И вот, просто так, Пен разбивает мое сердце.
Она не называет людей рядом с ней своими друзьями. Ей тяжело признаться в том, что
Герб, Матильда, и Кайл ее друзья, но она так легко признается, что Джошуа Дарк является
им?
Я резко отодвигаю свой стул с ужасным скрипом. Я встаю и ухожу от девушки, которую
люблю, потому что сейчас, я не могу спокойно смотреть на нее.
Мне нужно пространство.
Мне нужен воздух.
Я направляюсь в здание школы, где я знаю, могу побыть в покое некоторое время. Я
почувствовал облегчение, когда посмотрев через плечо увидел, что Пенелопа за мной не
последовала. В обед раздается звонок, и поскольку я был исключен с Истории наград,
после первого семестра из-за большого количества опозданий, прямо сейчас, у меня
базовый курс американской истории, в классе моей девушки.
Я не иду.
– Эй, ты,– говорит Пеппер Хилл, появившись из ниоткуда, – удивительно видеть тебя
здесь. Я думала, это мое секретное место.

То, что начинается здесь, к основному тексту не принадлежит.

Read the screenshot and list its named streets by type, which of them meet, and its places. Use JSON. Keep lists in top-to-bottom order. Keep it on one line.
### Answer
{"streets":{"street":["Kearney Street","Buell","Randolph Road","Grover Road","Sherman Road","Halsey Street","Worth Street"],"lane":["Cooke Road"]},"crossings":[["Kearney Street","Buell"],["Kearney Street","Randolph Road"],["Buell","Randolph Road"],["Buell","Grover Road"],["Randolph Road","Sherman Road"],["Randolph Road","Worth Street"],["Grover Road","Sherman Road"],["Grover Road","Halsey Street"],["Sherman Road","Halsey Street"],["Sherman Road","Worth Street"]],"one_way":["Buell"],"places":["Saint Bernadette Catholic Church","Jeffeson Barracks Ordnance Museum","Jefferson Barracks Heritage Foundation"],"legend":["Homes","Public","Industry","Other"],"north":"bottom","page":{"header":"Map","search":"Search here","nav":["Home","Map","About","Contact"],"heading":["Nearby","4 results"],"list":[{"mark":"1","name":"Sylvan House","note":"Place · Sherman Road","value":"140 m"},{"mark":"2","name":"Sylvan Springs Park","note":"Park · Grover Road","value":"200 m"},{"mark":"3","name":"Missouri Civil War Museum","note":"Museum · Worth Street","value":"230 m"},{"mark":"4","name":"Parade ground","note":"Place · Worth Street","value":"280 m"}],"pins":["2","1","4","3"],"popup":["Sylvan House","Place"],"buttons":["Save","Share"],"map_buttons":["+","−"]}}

Она лезет в сумочку за пачкой сигарет и засовывает оранжевый конец сигареты между
красными губами и поджигает ее розовой зажигалкой. Бумажная пачка до сих пор в ее
руке.
– Хочешь попробовать?– предлагает она, выпуская кислый, серый, неприятно пахнущий
дым в воздух.
Мой отец читал мне лекцию о табаке, так что я знаю о вреде курения. Но сейчас я злой,
поэтому я делаю это, и влюбляюсь в этот мгновенный успокаивающий эффект и
переворот в голове.
Я вдыхаю глубже, заполняя мой рот и легкие отвратительным вкусом смолы и ацетона.
– Помедленнее, а то тебя стошнит, – смеется Пеппер.
Она забирает мою наполовину выкуренную сигарету, и стоя так близко к ней, я могу
понять, почему Пен ревнует меня к ней. Пеппер поражает своей ослепительностью. Ее
волосы теперь имеют другой оттенок русого, который был раньше; я вижу натуральный
цвет, растущий у корней. В отличие от моей девушки, на ней слишком много косметики, и
от нее пахнет приворотным зельем.
– Мы можем встречаться здесь каждый день, если хочешь,– говорит она, тряся пачкой
сигарет.
Я знаю, что это неправильно, но если Пен может делать это, значит, и я могу.
– Ладно.
***
– Не сегодня, Диллон.
– Я могу войти и увидеть ее?
Соня вздыхает.
– Диллон, не сегодня.
Пенелопы не было в школе почти две недели, и мне не разрешают ее видеть. Тренер
Файнел приходил поговорить с моим отцом прошлым вечером. Они тихо говорили о
визитах врачей, о приступах неудержимого плача, о плюсах и минусах лекарства, которое
она должна принимать.
– Скажите ей, что я люблю ее и прошу позвонить мне, как только ей станет лучше?
С более усталыми, чем у меня, глазами, миссис Файнел улыбается.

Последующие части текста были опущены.